The Philadelphia Police Athletic League provides out-of-school athletic and educational programming of approximately 18,000 children in facilities across the city, including several city-owned recreation centers. Ted Qualli, civilian athletic director, Philadelphia Police Athletic League, said the organization is "excited by the prospect" of capital improvements throughout the department of parks and recreation.
"Repairing and upgrading facilities will go a long way toward leveling the playing field for all Philadelphia children, especially those in our underserved neighborhoods,” Qualli said in a statement.
Elaine Gonzalez Johnson, founder, Latinas in Motion, said in a statement: “As a mom and a community leader, I know how desperately the children in our city’s neighborhoods need high-quality pre-K to help them be ready for school and rec center programs to give them a safe place to exercise. Mayor Kenney’s proposal can make a big difference for Philly’s kids."
Opponents to Kenny's proposal also have emerged.
The American Beverage Association, which represents the non-alcoholic refreshment beverage industry, renewed its registration as a Philadelphia lobbyist on Monday, according to a Philly.com report.

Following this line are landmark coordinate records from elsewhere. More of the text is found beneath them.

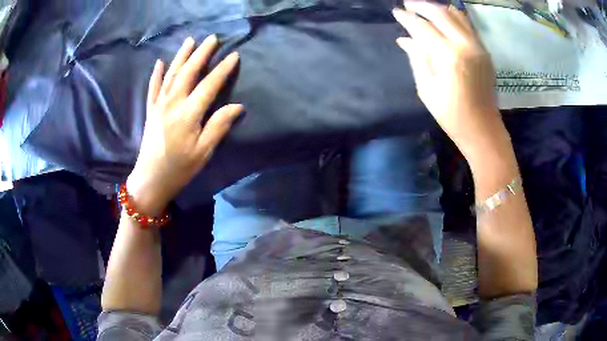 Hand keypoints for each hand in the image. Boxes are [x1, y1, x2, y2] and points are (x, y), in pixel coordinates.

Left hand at [127, 35, 242, 215]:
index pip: (209, 85)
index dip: (223, 69)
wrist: (150, 179)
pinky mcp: (150, 110)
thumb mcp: (203, 152)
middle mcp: (172, 103)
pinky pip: (153, 87)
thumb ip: (219, 126)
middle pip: (189, 72)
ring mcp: (159, 105)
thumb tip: (237, 106)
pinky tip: (160, 62)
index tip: (234, 55)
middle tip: (212, 38)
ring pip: (171, 74)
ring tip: (190, 40)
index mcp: (188, 113)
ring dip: (181, 56)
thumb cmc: (179, 168)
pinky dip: (157, 73)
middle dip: (202, 53)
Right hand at [393, 2, 508, 158]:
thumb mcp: (427, 89)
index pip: (423, 27)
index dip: (407, 18)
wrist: (483, 129)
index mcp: (449, 57)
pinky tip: (444, 17)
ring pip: (456, 15)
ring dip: (438, 8)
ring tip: (424, 9)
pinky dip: (453, 16)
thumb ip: (417, 58)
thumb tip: (404, 39)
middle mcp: (465, 45)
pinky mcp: (484, 51)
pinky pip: (467, 24)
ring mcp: (478, 46)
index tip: (396, 12)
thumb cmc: (452, 115)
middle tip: (407, 4)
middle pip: (440, 13)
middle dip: (421, 5) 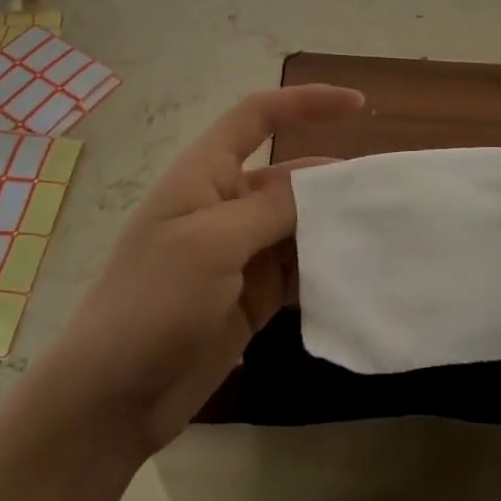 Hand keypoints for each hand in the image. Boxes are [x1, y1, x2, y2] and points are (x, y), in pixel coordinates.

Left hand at [45, 85, 362, 454]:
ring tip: (385, 232)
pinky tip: (360, 273)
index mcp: (205, 174)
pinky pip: (298, 269)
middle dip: (334, 179)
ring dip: (335, 227)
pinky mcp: (252, 296)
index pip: (257, 117)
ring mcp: (240, 253)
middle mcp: (225, 205)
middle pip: (289, 176)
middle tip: (387, 193)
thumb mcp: (211, 243)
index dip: (305, 102)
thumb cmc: (152, 302)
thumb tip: (320, 185)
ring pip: (300, 225)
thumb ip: (270, 208)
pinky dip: (326, 268)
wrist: (112, 398)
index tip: (358, 105) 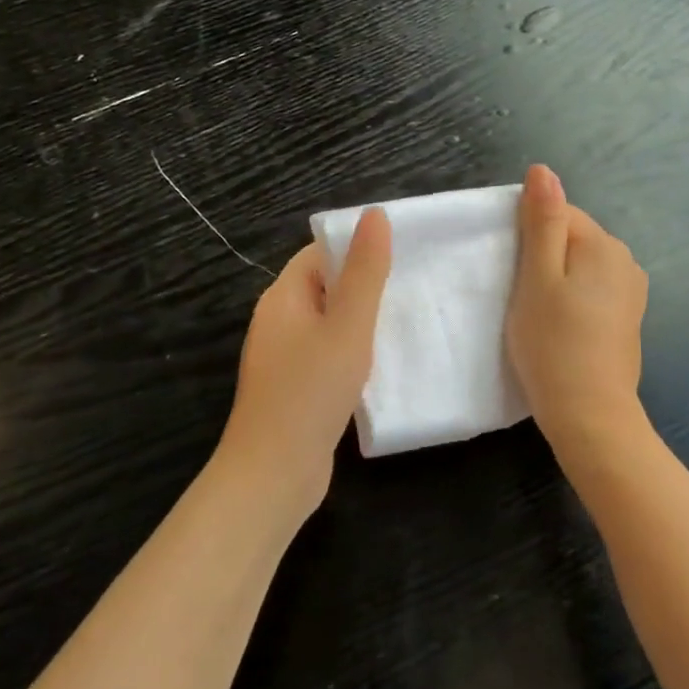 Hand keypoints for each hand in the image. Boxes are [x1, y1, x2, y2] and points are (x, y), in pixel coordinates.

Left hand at [216, 209, 391, 517]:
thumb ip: (364, 273)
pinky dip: (353, 353)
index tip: (401, 252)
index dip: (356, 248)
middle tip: (413, 286)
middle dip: (364, 285)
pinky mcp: (295, 388)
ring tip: (407, 320)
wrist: (275, 473)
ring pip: (329, 324)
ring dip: (361, 321)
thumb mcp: (347, 327)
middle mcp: (278, 322)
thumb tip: (374, 215)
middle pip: (324, 287)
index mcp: (283, 298)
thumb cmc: (310, 392)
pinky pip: (327, 355)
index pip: (319, 254)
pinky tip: (384, 363)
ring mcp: (284, 358)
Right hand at [507, 165, 648, 446]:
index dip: (527, 236)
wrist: (590, 414)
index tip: (508, 270)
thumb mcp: (537, 278)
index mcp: (604, 245)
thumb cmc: (553, 344)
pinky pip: (592, 291)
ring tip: (534, 312)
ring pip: (580, 266)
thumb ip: (542, 222)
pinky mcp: (628, 319)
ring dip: (555, 279)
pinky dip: (571, 299)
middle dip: (542, 255)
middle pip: (571, 238)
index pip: (558, 213)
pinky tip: (558, 326)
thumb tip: (543, 170)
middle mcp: (626, 261)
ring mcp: (631, 292)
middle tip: (517, 293) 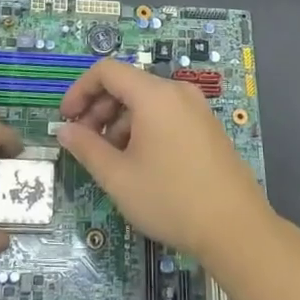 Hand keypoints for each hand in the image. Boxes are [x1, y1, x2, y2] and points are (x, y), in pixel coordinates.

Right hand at [56, 58, 270, 259]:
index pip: (107, 71)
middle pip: (127, 84)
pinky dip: (144, 128)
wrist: (236, 228)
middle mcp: (177, 92)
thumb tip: (64, 130)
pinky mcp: (207, 127)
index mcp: (154, 95)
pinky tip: (140, 164)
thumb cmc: (170, 199)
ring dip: (120, 122)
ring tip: (112, 161)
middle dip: (99, 109)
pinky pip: (166, 114)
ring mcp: (197, 108)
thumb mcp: (118, 177)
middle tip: (84, 144)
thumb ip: (86, 147)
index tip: (66, 120)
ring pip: (147, 102)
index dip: (80, 90) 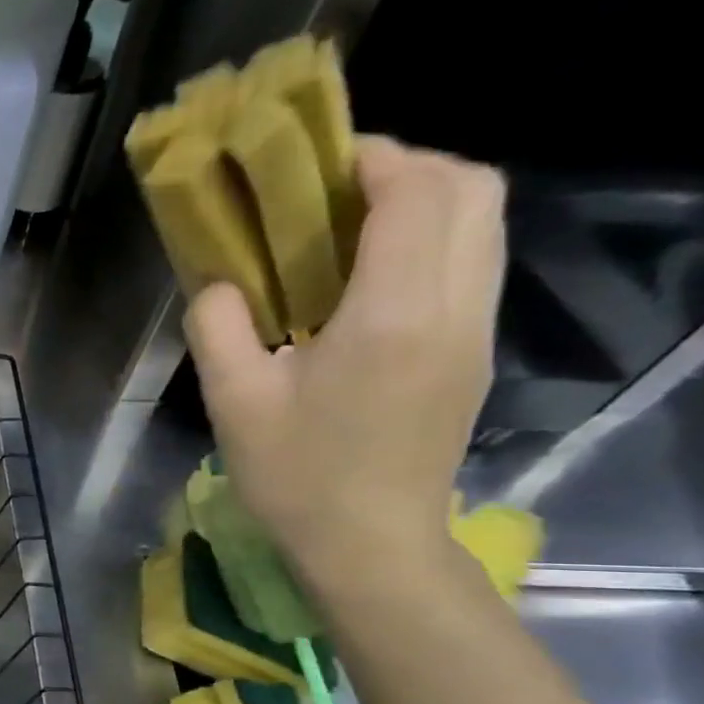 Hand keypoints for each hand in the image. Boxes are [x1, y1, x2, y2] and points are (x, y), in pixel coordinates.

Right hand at [184, 135, 506, 594]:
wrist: (369, 544)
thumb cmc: (296, 475)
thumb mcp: (233, 402)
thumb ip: (218, 326)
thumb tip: (218, 284)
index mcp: (393, 316)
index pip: (416, 194)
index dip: (375, 160)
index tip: (316, 166)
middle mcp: (455, 308)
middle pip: (475, 190)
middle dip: (411, 167)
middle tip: (335, 190)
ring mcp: (476, 331)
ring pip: (485, 224)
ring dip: (426, 202)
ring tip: (349, 227)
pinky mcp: (473, 353)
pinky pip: (473, 263)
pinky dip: (432, 241)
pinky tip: (369, 277) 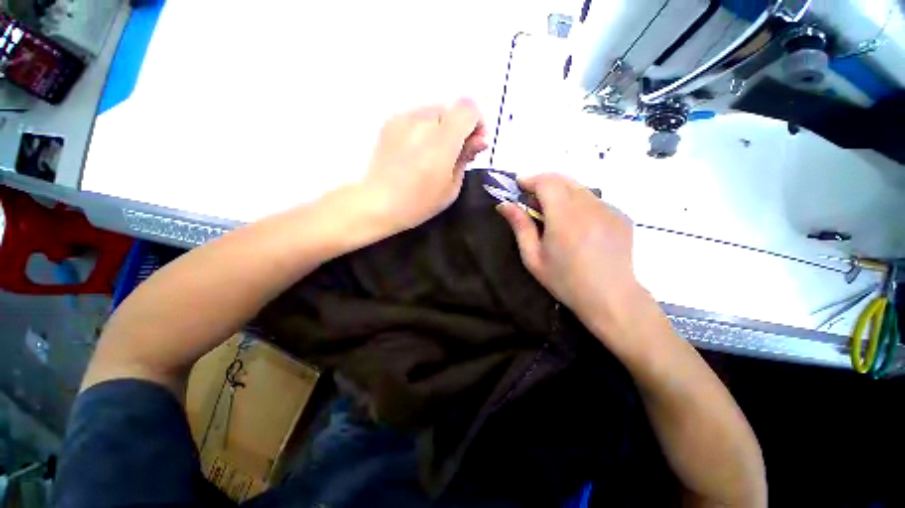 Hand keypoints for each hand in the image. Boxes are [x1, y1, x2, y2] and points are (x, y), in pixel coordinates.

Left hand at [359, 99, 486, 233]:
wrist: (378, 203)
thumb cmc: (419, 202)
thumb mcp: (451, 187)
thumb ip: (466, 157)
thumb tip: (479, 140)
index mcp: (442, 139)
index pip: (468, 108)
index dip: (477, 124)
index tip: (474, 145)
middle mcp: (422, 121)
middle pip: (451, 109)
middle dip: (459, 128)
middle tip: (455, 154)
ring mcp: (403, 119)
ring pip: (434, 112)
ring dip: (442, 129)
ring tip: (434, 155)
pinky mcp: (390, 123)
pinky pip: (417, 118)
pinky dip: (424, 130)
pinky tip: (417, 152)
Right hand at [497, 174, 644, 334]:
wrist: (610, 297)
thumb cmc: (565, 280)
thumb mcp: (533, 257)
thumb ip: (520, 226)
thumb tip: (504, 205)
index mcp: (565, 218)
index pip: (547, 182)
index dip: (530, 179)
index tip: (519, 185)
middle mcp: (589, 206)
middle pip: (563, 180)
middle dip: (543, 183)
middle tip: (532, 201)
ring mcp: (609, 209)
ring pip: (579, 188)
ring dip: (561, 193)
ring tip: (553, 214)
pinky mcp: (620, 215)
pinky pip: (593, 200)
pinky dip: (579, 203)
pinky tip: (576, 225) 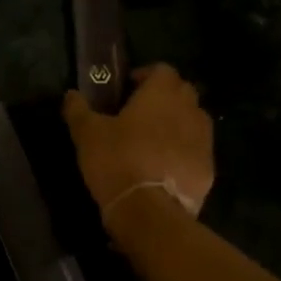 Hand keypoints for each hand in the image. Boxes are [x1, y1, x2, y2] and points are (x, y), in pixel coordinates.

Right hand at [61, 64, 214, 235]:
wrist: (149, 212)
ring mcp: (204, 140)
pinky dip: (185, 152)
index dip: (146, 75)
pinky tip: (166, 167)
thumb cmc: (117, 160)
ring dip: (178, 123)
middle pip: (183, 92)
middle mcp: (189, 110)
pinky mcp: (209, 169)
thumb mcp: (87, 134)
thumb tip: (71, 95)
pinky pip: (198, 151)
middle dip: (165, 97)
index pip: (162, 69)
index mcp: (161, 94)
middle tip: (142, 112)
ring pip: (194, 121)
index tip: (129, 89)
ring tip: (155, 140)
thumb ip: (78, 110) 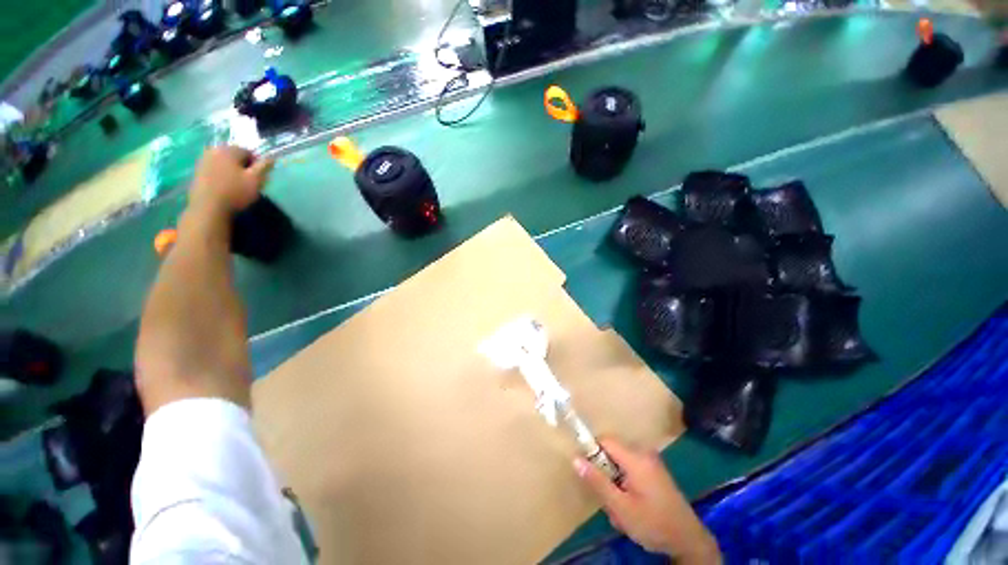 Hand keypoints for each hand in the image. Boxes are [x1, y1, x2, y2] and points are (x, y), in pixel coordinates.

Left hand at [189, 146, 274, 218]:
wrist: (208, 207)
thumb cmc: (235, 192)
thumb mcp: (256, 180)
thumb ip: (264, 167)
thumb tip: (271, 158)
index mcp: (229, 150)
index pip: (248, 152)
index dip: (256, 164)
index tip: (258, 177)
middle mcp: (213, 150)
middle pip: (234, 155)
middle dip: (242, 166)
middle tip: (248, 181)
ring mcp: (203, 160)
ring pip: (224, 162)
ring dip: (231, 170)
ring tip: (236, 184)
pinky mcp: (197, 171)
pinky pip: (214, 169)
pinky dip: (221, 175)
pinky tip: (224, 186)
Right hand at [574, 438, 720, 563]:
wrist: (689, 540)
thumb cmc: (653, 523)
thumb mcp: (621, 507)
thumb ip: (597, 481)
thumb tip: (576, 459)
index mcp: (636, 458)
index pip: (605, 440)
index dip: (593, 451)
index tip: (588, 471)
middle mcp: (644, 454)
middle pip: (612, 453)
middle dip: (605, 474)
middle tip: (608, 499)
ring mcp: (651, 462)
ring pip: (620, 464)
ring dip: (615, 483)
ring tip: (620, 508)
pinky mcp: (655, 471)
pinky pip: (631, 469)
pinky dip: (626, 484)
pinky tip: (631, 506)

"We're giving voice to the people opposed to taxes on grocery items and educating them about the proposal," American Beverage Association spokesperson, Lauren Kane, told Philly.com. "These taxes are wildly unpopular and discriminatory."
Daniel Grace, secretary, Teamsters Local 830, told Philly.com: "I'm not only representing my members, whose jobs are at stake, I'm representing low-income single mothers, welfare recipients, everybody this tax is an unfair burden on."
Kenney's proposal is not the first time a Philadelphia mayor has tried to pass a tax on sugary drinks. Former mayor Michael Nutter tried and failed twice to get the council to pass a two-cents-per-ounce tax on sugary drinks. The last failed attempt was in 2011.